» AVAILABLE DATA
****************************************

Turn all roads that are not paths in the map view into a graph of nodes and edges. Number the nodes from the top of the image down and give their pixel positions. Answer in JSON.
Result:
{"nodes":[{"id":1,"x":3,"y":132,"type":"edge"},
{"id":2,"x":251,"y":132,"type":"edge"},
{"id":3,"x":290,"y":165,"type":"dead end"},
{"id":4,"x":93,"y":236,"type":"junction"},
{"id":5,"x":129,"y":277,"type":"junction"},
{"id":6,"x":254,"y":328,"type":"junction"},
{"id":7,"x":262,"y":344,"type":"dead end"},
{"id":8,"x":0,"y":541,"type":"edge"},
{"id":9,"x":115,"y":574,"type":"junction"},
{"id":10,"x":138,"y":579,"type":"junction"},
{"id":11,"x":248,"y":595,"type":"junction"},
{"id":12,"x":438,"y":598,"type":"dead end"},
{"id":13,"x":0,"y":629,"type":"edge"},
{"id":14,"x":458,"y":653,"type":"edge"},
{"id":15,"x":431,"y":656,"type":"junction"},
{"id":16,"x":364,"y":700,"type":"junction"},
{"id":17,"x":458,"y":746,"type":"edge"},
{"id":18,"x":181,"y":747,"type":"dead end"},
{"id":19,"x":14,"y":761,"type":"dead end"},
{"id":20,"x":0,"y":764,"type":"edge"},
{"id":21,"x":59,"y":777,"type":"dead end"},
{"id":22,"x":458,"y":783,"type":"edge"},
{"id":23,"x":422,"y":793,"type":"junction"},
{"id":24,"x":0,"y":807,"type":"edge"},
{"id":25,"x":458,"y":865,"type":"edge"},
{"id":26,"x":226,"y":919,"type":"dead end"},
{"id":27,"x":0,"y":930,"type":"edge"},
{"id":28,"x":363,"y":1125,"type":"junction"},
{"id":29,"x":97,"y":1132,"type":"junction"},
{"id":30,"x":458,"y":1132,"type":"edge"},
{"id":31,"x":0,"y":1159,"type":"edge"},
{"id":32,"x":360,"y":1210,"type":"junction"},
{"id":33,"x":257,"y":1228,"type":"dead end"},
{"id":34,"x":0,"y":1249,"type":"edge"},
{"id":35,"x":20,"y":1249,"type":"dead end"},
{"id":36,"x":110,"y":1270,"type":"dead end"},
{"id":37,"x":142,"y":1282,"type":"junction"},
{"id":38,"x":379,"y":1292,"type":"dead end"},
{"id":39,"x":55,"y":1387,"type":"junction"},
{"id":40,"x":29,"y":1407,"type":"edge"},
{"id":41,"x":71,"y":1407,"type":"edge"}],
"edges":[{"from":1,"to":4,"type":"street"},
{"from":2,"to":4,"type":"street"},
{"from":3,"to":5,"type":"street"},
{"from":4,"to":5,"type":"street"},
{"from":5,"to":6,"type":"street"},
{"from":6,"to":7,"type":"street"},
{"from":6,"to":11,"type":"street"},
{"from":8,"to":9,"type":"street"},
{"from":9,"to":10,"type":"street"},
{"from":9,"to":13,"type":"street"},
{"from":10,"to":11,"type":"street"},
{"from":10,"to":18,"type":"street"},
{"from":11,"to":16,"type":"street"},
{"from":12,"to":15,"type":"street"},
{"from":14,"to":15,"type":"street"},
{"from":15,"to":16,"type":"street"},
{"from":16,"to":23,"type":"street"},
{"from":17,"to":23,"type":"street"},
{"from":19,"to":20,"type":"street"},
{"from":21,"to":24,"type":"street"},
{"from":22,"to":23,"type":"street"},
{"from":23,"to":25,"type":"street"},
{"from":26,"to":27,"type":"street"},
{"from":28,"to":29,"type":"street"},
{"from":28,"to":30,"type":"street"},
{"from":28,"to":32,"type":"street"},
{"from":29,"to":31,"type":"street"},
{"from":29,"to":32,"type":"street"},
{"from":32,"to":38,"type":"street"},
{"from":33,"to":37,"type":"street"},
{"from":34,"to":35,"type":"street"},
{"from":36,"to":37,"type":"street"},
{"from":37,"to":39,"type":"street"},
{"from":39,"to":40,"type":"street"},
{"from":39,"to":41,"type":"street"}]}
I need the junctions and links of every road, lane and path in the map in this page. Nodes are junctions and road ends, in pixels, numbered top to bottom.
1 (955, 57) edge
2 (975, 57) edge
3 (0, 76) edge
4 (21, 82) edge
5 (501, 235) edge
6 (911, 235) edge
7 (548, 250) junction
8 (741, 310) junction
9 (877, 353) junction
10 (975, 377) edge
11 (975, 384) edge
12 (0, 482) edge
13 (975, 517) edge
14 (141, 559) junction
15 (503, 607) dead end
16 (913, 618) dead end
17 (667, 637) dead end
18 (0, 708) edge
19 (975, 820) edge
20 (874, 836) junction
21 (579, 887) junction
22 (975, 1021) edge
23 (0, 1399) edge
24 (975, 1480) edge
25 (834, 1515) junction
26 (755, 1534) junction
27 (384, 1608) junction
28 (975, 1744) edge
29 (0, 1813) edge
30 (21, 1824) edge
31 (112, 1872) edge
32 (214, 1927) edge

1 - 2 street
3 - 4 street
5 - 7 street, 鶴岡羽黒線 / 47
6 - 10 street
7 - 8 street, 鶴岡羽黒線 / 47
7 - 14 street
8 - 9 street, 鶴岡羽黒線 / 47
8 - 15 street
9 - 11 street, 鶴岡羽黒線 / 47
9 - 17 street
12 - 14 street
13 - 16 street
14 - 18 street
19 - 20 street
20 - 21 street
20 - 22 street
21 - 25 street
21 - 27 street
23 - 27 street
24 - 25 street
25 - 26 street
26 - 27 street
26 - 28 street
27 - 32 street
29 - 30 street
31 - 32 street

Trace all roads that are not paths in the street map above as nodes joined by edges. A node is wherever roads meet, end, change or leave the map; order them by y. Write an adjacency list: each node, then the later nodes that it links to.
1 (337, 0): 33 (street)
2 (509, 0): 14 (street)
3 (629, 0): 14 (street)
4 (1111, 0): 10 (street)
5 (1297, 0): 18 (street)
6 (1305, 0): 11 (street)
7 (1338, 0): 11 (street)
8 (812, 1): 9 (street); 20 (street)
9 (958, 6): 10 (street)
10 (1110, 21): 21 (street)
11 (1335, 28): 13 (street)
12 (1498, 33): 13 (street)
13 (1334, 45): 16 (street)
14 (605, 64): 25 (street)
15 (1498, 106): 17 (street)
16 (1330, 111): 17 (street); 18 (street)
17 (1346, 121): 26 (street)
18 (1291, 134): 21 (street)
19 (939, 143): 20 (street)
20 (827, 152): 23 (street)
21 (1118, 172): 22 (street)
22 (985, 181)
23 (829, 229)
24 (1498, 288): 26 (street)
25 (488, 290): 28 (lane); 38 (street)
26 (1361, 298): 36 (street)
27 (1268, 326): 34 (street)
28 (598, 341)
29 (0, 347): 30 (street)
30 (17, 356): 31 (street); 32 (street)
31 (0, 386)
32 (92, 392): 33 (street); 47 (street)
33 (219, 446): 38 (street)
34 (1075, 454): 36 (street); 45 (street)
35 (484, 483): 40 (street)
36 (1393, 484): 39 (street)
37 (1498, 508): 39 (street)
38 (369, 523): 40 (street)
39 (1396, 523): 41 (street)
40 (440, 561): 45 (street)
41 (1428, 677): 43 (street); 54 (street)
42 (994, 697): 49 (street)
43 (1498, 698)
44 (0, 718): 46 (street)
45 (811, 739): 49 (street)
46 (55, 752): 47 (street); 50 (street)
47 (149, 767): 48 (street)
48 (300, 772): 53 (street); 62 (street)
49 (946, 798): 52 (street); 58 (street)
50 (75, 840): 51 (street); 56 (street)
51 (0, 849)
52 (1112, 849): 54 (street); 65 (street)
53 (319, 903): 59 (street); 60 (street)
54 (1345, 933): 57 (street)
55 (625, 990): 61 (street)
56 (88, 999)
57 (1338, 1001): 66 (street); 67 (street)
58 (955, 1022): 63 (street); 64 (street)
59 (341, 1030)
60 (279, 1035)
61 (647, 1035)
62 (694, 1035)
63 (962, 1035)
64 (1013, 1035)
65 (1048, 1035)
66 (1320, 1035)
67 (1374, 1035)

****************************************

» WHAT YOU HAVE TO DO
Determine how many lines in the listing include the string "links", and answer with that number alone.

» TASK OUTPUT
2